58 secondes, 59… Une grêle de rubis, d’émeraudes, de lunes, de soleils, de pommes d’or bien mûres s’abat sur la frêle créature assise dans la balançoire. Le gagnant du gros lot n’a qu’à tenir un petit sac en papier brun sur ses genoux pour que s’y engouffrent toutes ces richesses.

La minute est finie, l’enfant a gagné!

Wouf wouf ! C’est l’Escouade canine! Bungie, le seul et unique, qui accourt! Qui court! Qui court, museau frémissant, langue bien pendue, avec Mouche qui fait du rodéo sur sa queue. Qui court puis freine fret net sec, au milieu de la cour, devant… rien du tout!

Avez-vous déjà vu ça, un rien du tout? Ça ressemble à rien du tout. C’est plein de jours heureux ou malheureux. Des jours que l’enfant a vécus et ceux qu’il ne vivra jamais plus, parce qu’il se balançait à la mauvaise place au mauvais moment. Crissement de pneus. Incident de parcours. Un rien du tout qui se balance encore au milieu des gyrophares bleu, blanc, rouge. Un rien plein du vide dans le coeur de ceux qu’il a quittés pour toujours. Un rien du tout, mais plein d’amour.

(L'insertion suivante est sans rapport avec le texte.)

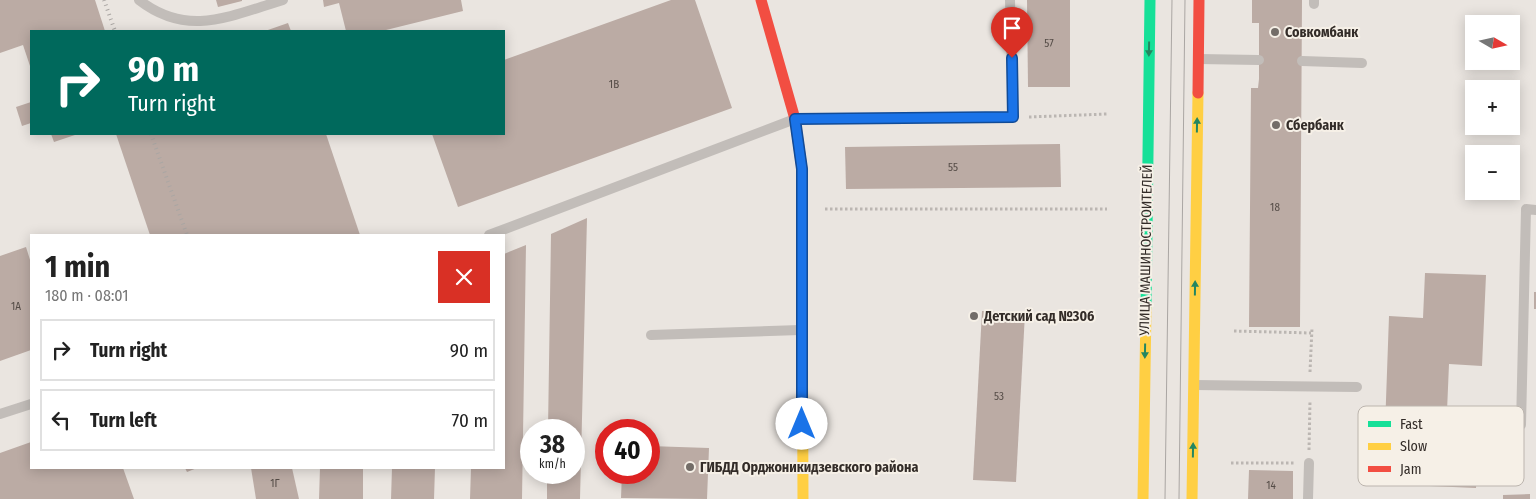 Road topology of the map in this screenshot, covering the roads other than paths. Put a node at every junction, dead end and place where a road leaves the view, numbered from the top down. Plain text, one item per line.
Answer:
1 (139, 0) edge
2 (283, 0) edge
3 (761, 0) edge
4 (1010, 0) edge
5 (1150, 0) edge
6 (1199, 0) edge
7 (1198, 59) junction
8 (1259, 60) dead end
9 (1302, 61) dead end
10 (1362, 63) dead end
11 (795, 119) junction
12 (1536, 210) edge
13 (492, 234) edge
14 (802, 330) junction
15 (651, 335) dead end
16 (1194, 385) junction
17 (1357, 387) dead end
18 (30, 404) edge
19 (1521, 406) edge
20 (0, 414) edge
21 (1309, 463) road end
22 (803, 499) edge
23 (1143, 499) edge
24 (1192, 499) edge
25 (1308, 499) edge

1 - 2 lane
3 - 11 main road
4 - 11 lane
5 -> 23 main road, УЛИЦА МАШИНОСТРОИТЕЛЕЙ
6 - 7 main road
7 - 8 lane
16 -> 7 main road
9 - 10 lane
11 - 13 lane
11 - 14 main road
12 - 19 lane
14 - 15 lane
14 - 22 main road
16 - 17 lane
24 -> 16 main road
18 - 20 lane
21 - 25 lane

Pling! Un bruit délicat de lueur d’étoile sonne sur la surface asphaltée. Tous les témoins, fantômes et brises ici présents vous le confirmeront : une douille de balle de fusil vient de tomber du rien du tout!

L’enfant voudrait expliquer aux sergents-détectives qui viennent d’arriver que la pièce à conviction sur laquelle ils sont penchés lui appartient. Balle perdue échappée de son coeur en papier… Impossible! Il a beau crier de toutes ses forces, personne ne l’entend.

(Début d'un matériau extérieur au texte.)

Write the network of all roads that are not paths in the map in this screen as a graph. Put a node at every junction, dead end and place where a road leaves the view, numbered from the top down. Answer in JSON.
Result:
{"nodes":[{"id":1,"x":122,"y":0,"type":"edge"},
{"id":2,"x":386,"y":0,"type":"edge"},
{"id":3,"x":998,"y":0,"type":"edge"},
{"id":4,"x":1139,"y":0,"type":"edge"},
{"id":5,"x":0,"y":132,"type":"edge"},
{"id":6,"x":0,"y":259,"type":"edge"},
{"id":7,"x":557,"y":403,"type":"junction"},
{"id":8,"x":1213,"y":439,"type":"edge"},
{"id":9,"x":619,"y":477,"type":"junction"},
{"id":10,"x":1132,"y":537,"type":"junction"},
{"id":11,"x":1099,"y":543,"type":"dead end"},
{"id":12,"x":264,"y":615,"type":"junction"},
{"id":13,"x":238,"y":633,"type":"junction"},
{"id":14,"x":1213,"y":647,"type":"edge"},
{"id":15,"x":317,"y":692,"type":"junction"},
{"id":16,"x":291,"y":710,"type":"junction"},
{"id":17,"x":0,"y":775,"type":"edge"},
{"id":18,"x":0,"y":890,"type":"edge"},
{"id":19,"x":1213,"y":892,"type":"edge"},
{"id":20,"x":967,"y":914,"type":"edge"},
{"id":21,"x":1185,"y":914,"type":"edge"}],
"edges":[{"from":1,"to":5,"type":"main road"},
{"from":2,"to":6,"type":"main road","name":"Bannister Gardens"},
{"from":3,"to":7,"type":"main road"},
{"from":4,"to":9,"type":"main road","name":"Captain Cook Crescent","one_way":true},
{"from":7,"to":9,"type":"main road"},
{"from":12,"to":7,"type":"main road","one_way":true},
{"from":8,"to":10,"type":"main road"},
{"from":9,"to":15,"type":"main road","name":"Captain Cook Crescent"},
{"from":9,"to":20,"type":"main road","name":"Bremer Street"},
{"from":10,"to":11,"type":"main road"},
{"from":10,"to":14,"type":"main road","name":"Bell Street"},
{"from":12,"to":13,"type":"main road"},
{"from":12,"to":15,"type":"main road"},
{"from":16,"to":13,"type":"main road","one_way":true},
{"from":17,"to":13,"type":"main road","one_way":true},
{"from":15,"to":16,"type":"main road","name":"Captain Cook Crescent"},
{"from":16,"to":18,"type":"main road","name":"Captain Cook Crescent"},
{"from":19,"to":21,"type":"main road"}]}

Voilà que la balançoire ralentit. Elle réfléchit. Elle s’arrête, laisse son petit protégé débarquer, puis lui dit: «Profite de la confusion pour t’échapper par en arrière. Faufile-toi, ni vu ni connu, entre les auto-patrouilles et monte dans le premier autobus, boulevard des Amitiés, qui passe… Ciao! Bye!»

De retour sur son banc public, Écureuil grignote une pinotte. Ses petits yeux noirs ne rient plus… parce qu’il a tout vu.

Mouche, pour sa courageuse intervention, fut nommée membre d’honneur de l’Escouade canine. En guise de récompense, on lui remit un cadeau. Un vrai, celui-là, comme elle les aime.

Quant à l’Enfantôme, la rumeur dit qu’on peut parfois l’apercevoir dans l’autobus. Assis en silence, il regarde l’intérieur d’un petit sac de papier brun. Si une lueur rouge se reflète sur les souvenirs de ses bons jours avec sa famille, avec ses amis, il rit. Mais quand la lumière est bleue, il voit que sa vie est finie et il pleure.  Attention! N’allez pas lui parler, sinon tous les passagers et les passagères de l’autobus verront leurs cheveux virer automatiquement plus blanc que blanc.

Michel Pirro

QUESTIONS

1- Que représente la balançoire fantôme pour toi?

2- D’où vient l’enfant?

3- Où va-t-il?

4- Quels sont les fameux mots que chante la balançoire?

5- As-tu des suggestions pour prévenir la violence?»